◆ WORK TO COMPLETE ◆
Please find all lines containing "Октября" in the listing below and copy them.
+ + + + +
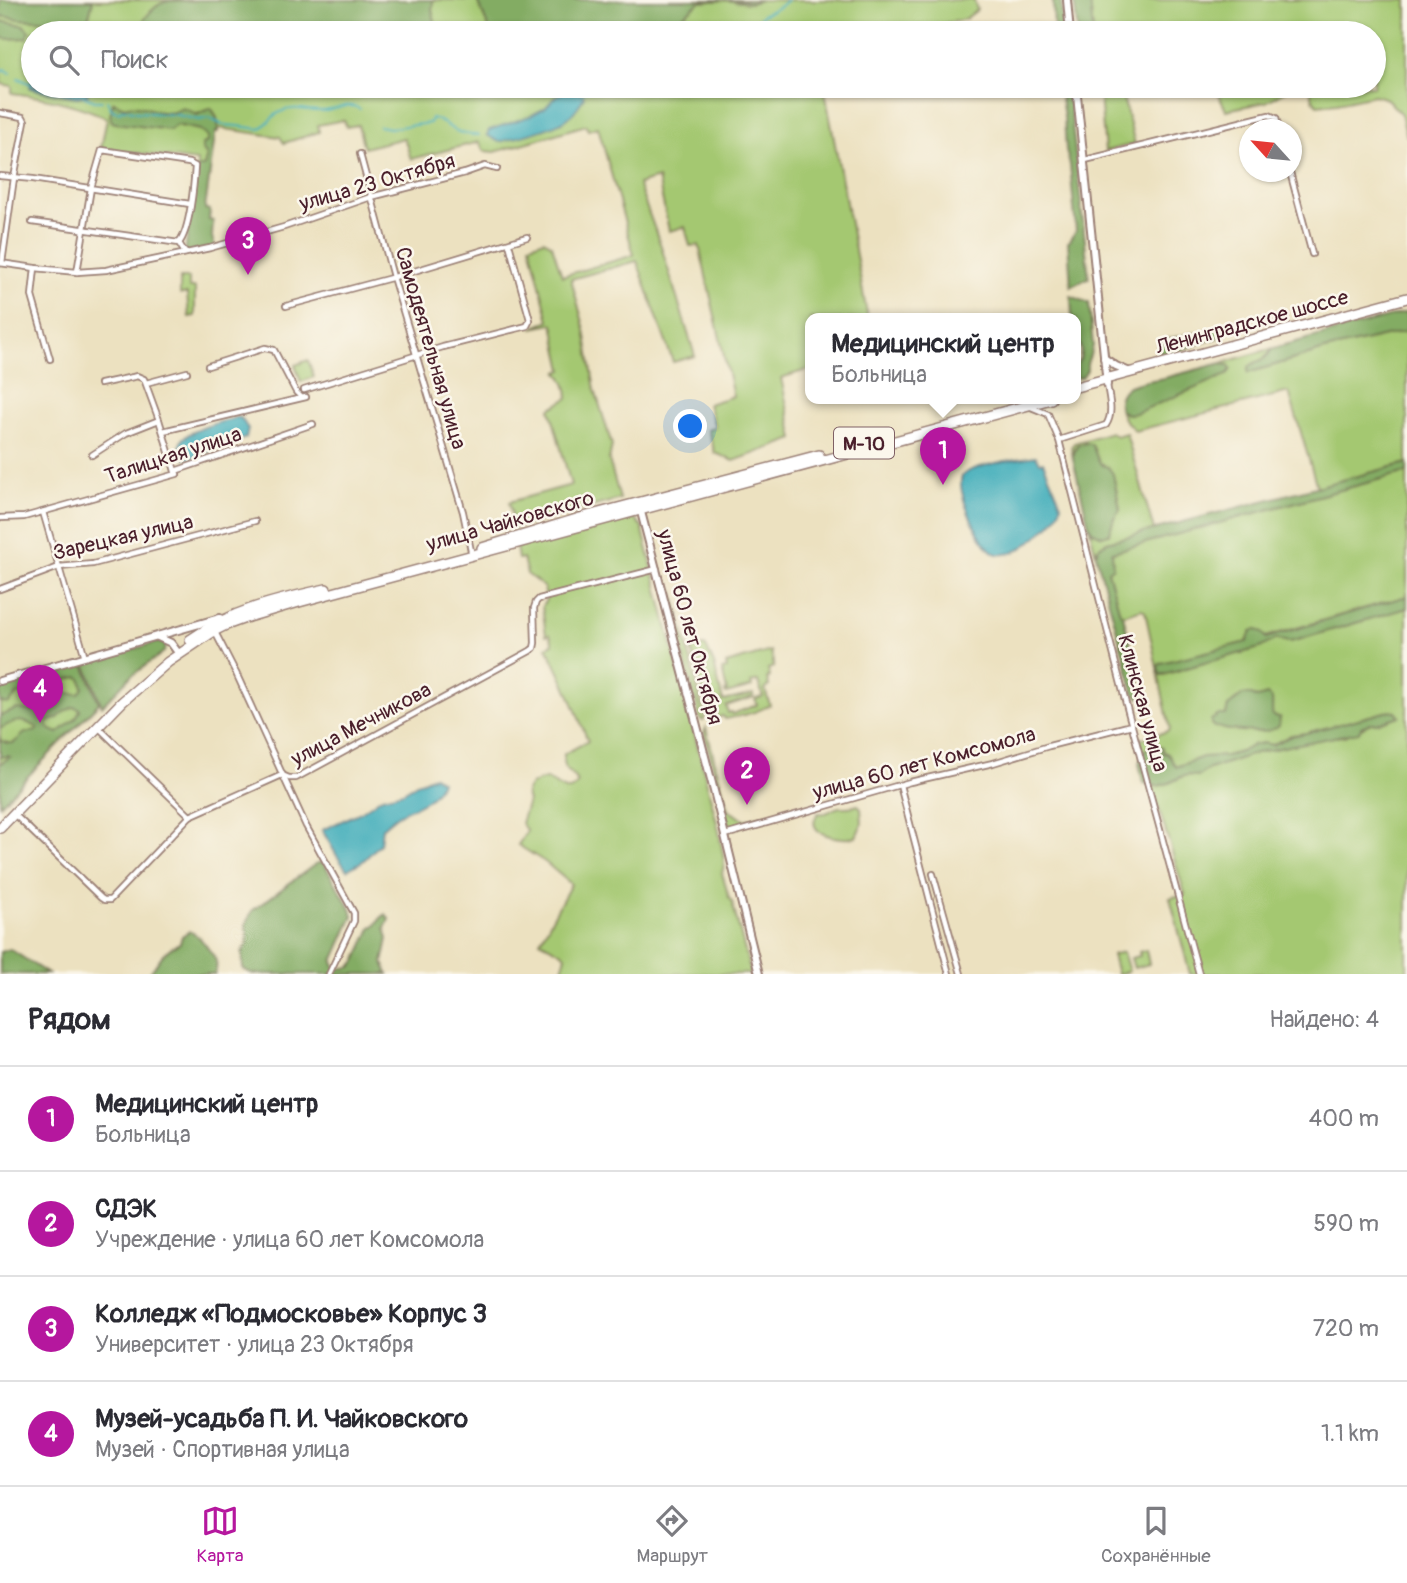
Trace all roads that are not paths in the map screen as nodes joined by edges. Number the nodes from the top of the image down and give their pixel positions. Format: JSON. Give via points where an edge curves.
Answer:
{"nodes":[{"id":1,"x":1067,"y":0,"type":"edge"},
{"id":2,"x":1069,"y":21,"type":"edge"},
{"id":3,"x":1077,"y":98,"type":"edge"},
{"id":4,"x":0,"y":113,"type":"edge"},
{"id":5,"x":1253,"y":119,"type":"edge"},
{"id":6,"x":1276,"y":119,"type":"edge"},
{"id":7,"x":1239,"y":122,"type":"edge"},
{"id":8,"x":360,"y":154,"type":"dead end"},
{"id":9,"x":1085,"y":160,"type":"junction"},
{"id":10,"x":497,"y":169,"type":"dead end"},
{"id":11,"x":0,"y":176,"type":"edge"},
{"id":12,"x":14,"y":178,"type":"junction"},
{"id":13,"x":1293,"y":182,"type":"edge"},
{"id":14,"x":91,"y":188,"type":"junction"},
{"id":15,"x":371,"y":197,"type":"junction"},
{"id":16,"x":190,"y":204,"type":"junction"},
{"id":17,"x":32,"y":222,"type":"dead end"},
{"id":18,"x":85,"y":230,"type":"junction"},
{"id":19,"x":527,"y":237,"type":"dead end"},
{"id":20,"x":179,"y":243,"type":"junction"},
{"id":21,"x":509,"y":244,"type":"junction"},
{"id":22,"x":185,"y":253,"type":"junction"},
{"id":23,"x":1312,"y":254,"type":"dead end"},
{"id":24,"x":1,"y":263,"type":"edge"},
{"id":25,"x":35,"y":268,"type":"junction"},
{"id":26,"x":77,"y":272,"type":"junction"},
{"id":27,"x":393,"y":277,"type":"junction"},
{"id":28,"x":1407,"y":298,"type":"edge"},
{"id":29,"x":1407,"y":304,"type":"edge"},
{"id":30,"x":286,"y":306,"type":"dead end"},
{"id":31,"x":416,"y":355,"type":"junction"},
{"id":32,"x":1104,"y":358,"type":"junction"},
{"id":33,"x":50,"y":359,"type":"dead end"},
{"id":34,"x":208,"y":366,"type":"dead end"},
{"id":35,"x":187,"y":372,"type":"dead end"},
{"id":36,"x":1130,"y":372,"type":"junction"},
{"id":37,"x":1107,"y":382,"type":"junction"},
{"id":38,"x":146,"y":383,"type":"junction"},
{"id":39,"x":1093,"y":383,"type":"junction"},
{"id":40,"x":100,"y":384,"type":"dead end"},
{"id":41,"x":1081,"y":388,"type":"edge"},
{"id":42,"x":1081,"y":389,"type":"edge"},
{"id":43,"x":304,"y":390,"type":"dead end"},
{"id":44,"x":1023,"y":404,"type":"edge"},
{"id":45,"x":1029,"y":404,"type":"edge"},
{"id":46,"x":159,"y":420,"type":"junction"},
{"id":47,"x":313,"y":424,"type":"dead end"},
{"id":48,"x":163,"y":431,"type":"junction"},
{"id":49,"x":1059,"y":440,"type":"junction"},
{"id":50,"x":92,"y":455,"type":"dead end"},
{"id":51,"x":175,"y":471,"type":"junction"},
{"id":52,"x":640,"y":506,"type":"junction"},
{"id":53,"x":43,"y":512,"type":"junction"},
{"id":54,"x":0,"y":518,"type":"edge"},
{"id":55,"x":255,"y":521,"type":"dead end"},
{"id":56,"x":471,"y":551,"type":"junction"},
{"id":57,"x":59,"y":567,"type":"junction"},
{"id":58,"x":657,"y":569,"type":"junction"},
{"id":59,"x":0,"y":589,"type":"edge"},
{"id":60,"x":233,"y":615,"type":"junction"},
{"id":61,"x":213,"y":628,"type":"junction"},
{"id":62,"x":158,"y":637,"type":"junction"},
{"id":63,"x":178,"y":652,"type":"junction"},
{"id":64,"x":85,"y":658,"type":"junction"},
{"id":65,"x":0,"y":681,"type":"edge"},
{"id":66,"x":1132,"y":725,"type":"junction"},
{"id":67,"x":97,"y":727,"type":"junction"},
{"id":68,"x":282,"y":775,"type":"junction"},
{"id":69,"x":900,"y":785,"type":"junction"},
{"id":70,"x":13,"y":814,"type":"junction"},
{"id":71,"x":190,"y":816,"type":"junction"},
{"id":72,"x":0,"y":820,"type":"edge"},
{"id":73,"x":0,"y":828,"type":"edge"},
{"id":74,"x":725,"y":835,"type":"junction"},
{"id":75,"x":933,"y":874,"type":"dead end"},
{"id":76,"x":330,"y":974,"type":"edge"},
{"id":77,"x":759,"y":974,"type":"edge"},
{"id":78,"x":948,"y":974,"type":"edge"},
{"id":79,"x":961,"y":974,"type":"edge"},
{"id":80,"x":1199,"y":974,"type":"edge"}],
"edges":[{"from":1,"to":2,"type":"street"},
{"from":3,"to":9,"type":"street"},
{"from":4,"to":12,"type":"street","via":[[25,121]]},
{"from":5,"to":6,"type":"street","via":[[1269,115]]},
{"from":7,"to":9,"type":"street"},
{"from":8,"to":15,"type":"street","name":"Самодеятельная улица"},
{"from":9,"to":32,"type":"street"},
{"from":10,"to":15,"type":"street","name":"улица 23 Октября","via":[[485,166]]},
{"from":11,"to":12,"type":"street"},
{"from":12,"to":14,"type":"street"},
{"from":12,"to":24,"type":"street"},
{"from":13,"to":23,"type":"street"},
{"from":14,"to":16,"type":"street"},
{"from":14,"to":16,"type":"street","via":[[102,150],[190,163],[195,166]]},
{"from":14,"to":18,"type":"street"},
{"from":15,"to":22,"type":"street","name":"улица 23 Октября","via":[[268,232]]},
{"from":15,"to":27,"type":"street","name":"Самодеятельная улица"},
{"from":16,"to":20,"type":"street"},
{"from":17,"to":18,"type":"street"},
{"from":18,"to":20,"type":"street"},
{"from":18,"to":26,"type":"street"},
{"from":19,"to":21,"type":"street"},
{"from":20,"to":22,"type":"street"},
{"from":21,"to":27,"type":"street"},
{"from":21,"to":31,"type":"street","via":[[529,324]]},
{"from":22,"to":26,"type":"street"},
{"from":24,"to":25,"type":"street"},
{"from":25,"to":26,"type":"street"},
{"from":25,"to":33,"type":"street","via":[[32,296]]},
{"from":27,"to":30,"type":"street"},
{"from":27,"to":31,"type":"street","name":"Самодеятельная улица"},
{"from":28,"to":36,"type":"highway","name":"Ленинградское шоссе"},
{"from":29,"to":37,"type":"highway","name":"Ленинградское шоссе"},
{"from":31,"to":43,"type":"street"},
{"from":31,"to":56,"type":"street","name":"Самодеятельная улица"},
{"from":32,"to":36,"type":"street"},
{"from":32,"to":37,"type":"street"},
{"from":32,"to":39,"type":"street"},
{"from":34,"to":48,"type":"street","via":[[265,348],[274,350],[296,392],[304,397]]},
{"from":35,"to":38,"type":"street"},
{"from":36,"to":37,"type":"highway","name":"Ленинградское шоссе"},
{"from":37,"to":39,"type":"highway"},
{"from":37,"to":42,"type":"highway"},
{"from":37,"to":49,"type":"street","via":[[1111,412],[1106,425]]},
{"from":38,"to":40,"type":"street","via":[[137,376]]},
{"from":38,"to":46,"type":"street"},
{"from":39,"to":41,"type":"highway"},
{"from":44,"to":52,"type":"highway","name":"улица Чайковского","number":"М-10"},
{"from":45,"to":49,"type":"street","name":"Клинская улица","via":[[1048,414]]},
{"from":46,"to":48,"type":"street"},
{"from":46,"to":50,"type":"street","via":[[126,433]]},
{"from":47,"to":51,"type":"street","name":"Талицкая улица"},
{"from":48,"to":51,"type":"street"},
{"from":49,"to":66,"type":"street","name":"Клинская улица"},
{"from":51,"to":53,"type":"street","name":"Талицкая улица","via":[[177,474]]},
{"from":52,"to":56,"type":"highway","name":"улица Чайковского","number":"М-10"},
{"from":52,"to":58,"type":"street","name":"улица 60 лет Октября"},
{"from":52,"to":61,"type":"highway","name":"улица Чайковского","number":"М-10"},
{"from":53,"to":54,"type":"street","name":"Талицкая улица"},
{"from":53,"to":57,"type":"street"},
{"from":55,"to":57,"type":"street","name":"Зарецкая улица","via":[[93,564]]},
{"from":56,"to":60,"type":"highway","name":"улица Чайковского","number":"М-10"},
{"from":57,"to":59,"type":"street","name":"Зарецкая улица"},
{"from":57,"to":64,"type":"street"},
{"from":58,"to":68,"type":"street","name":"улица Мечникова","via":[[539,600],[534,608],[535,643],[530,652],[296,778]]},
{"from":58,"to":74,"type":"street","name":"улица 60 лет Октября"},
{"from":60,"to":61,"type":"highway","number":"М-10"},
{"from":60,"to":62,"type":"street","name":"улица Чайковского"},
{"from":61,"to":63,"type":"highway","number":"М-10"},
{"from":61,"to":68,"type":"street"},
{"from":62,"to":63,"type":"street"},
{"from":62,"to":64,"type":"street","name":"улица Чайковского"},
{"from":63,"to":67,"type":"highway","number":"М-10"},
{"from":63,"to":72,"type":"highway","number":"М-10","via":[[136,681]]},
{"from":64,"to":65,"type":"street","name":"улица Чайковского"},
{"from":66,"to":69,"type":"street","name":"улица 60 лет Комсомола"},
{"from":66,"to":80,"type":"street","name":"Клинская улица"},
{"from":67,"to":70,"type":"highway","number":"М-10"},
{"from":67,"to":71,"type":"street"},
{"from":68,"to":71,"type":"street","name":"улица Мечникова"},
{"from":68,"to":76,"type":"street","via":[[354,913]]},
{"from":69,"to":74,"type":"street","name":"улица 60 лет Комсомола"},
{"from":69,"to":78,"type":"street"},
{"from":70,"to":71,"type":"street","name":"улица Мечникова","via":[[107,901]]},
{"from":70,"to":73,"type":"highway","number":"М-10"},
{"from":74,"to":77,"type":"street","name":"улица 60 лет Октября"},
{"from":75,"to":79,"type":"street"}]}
+ + + + +
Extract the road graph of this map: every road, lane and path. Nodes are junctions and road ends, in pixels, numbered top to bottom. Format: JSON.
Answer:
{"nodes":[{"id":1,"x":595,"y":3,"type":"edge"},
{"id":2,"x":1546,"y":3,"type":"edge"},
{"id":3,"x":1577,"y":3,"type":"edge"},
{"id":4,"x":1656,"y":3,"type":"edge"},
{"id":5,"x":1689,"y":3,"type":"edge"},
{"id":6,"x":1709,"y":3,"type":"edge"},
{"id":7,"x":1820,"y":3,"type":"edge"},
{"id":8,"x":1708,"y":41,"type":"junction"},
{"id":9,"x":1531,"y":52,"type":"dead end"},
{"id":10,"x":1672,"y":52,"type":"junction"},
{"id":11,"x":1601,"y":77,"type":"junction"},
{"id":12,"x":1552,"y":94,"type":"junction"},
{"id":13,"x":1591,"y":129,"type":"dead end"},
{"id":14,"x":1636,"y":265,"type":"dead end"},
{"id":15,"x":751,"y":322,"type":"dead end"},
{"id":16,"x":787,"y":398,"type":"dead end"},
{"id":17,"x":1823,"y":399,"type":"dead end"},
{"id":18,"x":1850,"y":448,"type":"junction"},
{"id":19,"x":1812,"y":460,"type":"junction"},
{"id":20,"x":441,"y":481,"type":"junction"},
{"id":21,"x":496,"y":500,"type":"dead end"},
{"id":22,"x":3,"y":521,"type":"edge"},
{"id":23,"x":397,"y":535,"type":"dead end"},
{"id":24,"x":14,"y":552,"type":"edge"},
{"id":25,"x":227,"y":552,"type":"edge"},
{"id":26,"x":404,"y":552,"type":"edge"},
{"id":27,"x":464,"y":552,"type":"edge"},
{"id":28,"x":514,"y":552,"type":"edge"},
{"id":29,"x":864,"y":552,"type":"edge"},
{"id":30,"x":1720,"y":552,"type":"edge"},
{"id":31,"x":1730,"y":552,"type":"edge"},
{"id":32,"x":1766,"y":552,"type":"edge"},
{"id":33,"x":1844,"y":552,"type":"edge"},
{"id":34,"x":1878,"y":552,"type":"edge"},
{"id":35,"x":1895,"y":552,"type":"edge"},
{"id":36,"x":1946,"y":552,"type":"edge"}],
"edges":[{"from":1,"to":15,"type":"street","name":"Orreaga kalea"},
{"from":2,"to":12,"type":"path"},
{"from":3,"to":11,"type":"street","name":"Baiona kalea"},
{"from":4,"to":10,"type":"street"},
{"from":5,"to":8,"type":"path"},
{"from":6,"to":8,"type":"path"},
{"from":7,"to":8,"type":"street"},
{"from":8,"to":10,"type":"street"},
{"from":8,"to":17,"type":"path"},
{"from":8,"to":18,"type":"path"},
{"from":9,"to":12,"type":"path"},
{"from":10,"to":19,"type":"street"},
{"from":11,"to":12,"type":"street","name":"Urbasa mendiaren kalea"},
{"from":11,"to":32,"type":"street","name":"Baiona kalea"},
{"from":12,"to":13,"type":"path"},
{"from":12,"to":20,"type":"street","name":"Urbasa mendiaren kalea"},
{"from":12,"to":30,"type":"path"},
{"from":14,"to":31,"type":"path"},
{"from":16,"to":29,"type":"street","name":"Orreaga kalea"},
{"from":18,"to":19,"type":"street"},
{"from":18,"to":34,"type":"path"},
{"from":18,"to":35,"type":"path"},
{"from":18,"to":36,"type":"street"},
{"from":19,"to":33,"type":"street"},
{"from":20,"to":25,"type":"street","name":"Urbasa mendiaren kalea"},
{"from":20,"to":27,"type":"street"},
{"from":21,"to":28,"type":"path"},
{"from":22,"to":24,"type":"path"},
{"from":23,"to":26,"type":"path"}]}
+ + + + +
◆ FINISHED EXERCISE ◆
{"from":10,"to":15,"type":"street","name":"улица 23 Октября","via":[[485,166]]},
{"from":15,"to":22,"type":"street","name":"улица 23 Октября","via":[[268,232]]},
{"from":52,"to":58,"type":"street","name":"улица 60 лет Октября"},
{"from":58,"to":74,"type":"street","name":"улица 60 лет Октября"},
{"from":74,"to":77,"type":"street","name":"улица 60 лет Октября"},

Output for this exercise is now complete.